The Toronto area is usually sprinkled with a generous number of opportunities for small business to flourish but it is a rare case when hundreds of prospects all converge in one place at one time. That is exactly what is happening when The Franchise Show rolls into the Toronto Congress Centre on Feb. 23 and 24.
Hosted by the Canadian Franchise Association, this two-day event is packed with seminars, face-to-face interaction with industry experts and the possibility of investing in more than 100 Canadian franchise systems. The Franchise Show is a great place for those interested in growing their income through franchise ownership.
But there is a lot of homework and careful consideration that should be a precursor to signing any contract.
“Shows like this are like a supermarket, you get to go to all the big franchise reps and talk to them,” said Drew Smylie, Centennial College’s Coordinator of Entrepreneurship and Business Administration Program. “But be careful because they are all going to put positive spin on it because this is a sales event for them.”
He reminded over-ambitious entrepreneurs that there are a lot of ways to lose money by selecting a franchise that has high up-front fees, large royalty payments or renovation costs that may not be initially obvious from a sales pitch.
Before signing anything, Smylie strongly advises that potential franchisees run the deal past several outside parties including other franchise owners, a certified accountant and a reputable lawyer.
Lawyers that specialize in franchise law are a rarity, even in Toronto. Ben Hanuka is a litigator at Law Works P.C. and has been a leading name in Canadian franchise law for the past 15 years.
“I see a lot of people who do a lot more due diligence when they are buying a television than when they buy a franchise,” said Hanuka.
He thinks the first and most important thing to get professionally analyzed is the disclosure document. Franchisors provide this document to potential franchisees before a contract is signed and it contains a lot of important information. Because there has been no legal agreement yet, the details of the contract can often be negotiated after careful consideration. Hanuka says this is one of the advantages of working with a smaller franchisor because an investor holds more power in negotiations.

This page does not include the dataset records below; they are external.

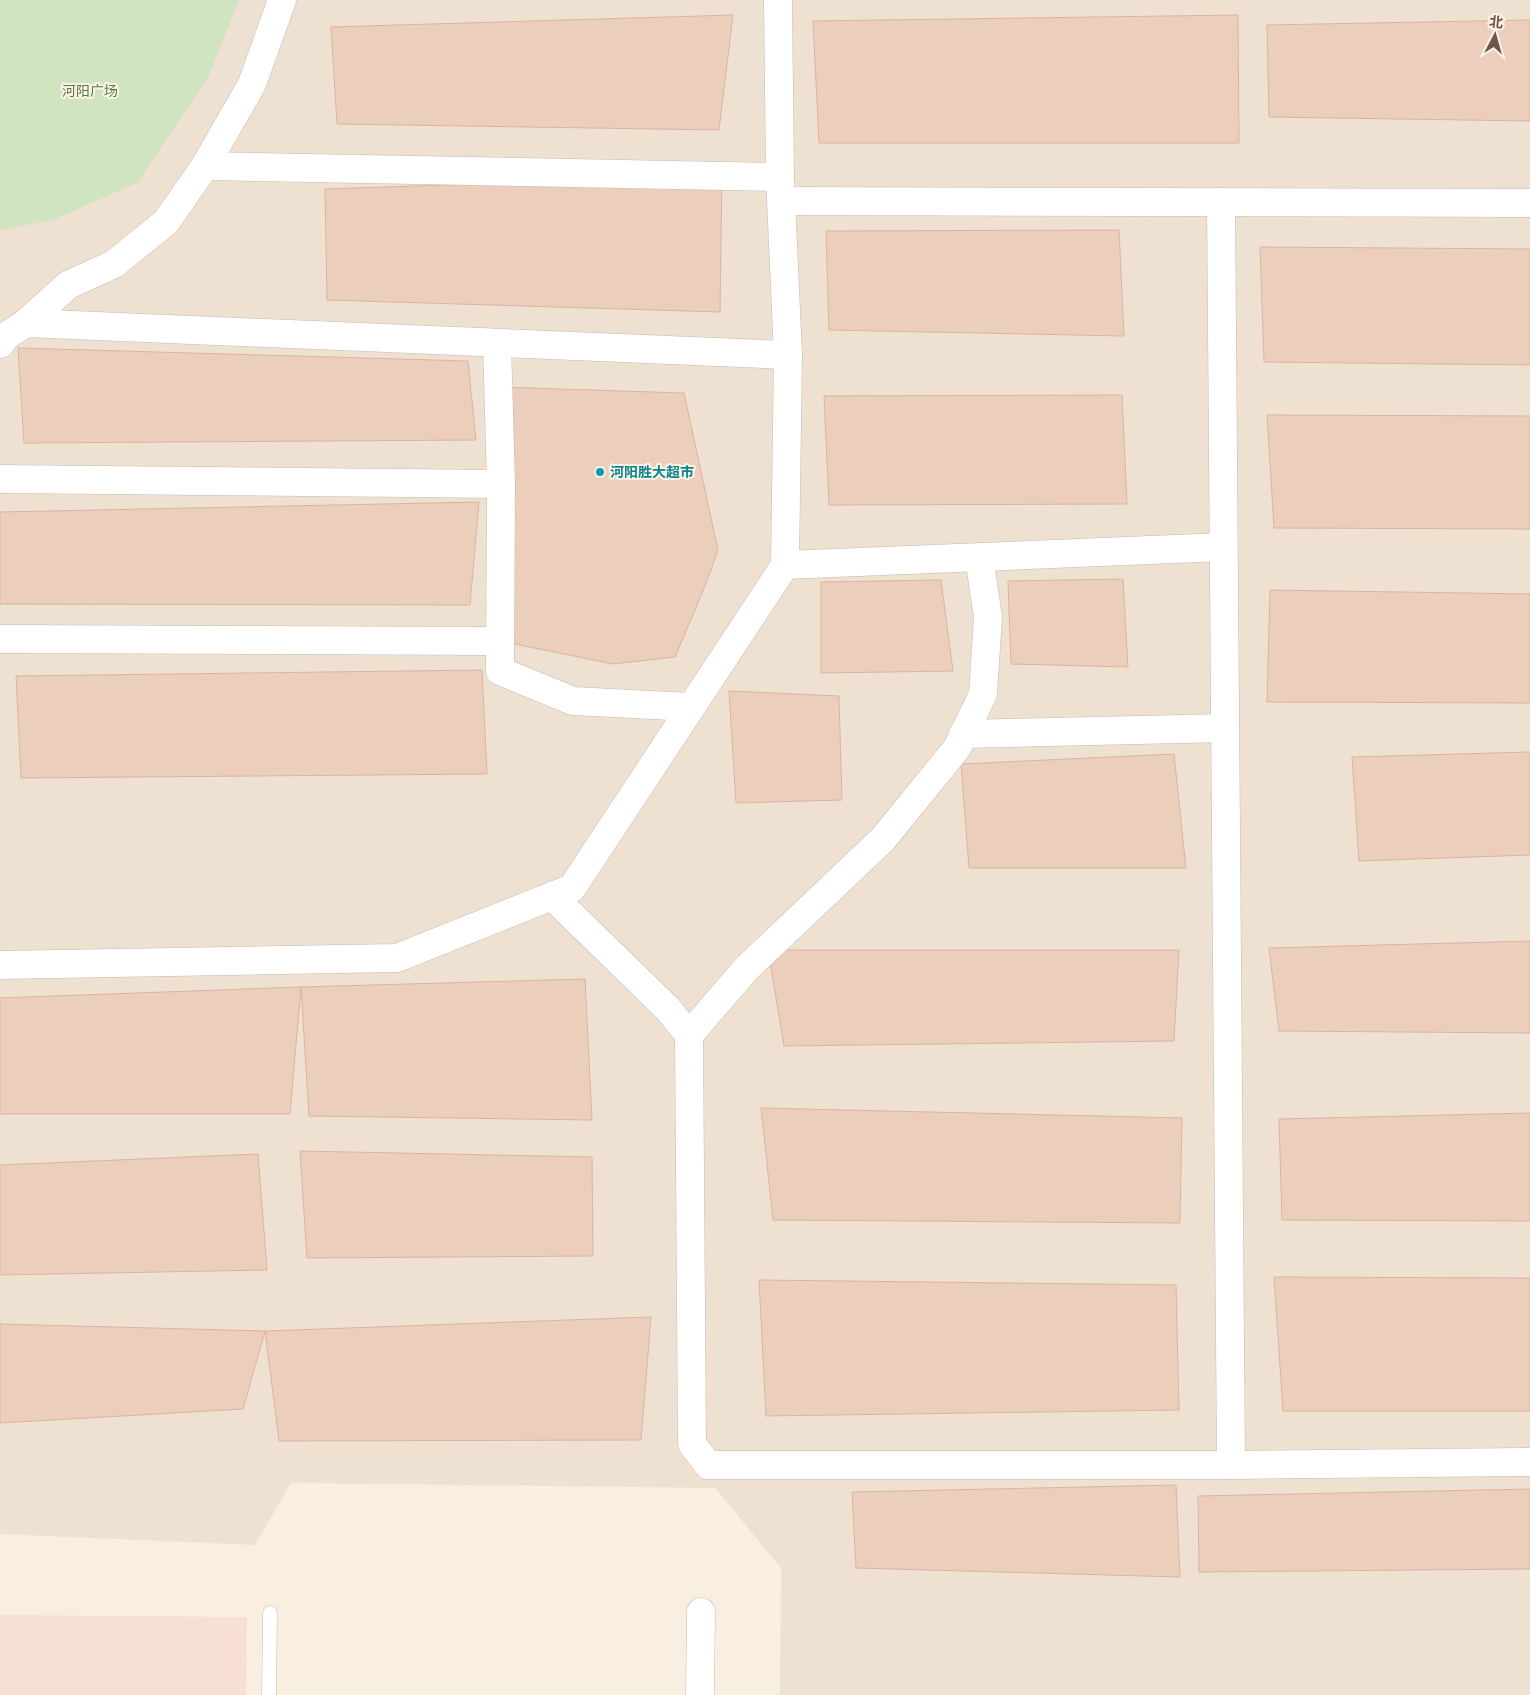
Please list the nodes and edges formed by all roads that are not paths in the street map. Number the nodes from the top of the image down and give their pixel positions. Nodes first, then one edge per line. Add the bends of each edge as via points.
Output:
1 (282, 0) edge
2 (778, 0) edge
3 (205, 166) junction
4 (781, 189) junction
5 (1221, 202) junction
6 (1530, 203) edge
7 (26, 323) junction
8 (497, 343) junction
9 (0, 344) edge
10 (788, 356) junction
11 (0, 479) edge
12 (501, 484) junction
13 (1223, 547) junction
14 (979, 557) junction
15 (785, 565) junction
16 (0, 639) edge
17 (500, 641) junction
18 (691, 707) junction
19 (1225, 728) junction
20 (963, 734) junction
21 (552, 896) junction
22 (0, 965) edge
23 (689, 1035) junction
24 (1530, 1462) edge
25 (1231, 1466) junction
26 (701, 1612) dead end
27 (270, 1613) dead end
28 (269, 1695) edge
29 (700, 1695) edge

1 - 3 street via 252,84
2 - 4 street
3 - 4 street
3 - 7 street via 166,222 114,264 68,285
4 - 5 street
4 - 10 street
5 - 6 street
5 - 13 street
7 - 8 street
7 - 9 street
8 - 10 street
8 - 12 street
10 - 15 street
11 - 12 street
12 - 17 street
13 - 14 street
13 - 19 street
14 - 15 street
14 - 20 street via 988,617 983,694
15 - 18 street
16 - 17 street
17 - 18 street via 500,671 573,701
18 - 21 street via 572,888
19 - 20 street
19 - 25 street
20 - 23 street via 956,748 883,839 746,969
21 - 22 street via 397,958
21 - 23 street via 668,1009
23 - 25 street via 692,1444 708,1465
24 - 25 street
26 - 29 street
27 - 28 lane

“On the other hand, a seemingly better deal can be a trap in itself. Even with a well-negotiated deal, some (unproven) businesses are bound to fail,” said Hanuka. “Are you really prepared to be a guinea pig?”
Buying into a franchise can be a great way to grow an investment but requires a lot of careful thought and professional advice. Attending The Franchise Show is a great place to get started and get an idea of whether owning a franchise will be right for you.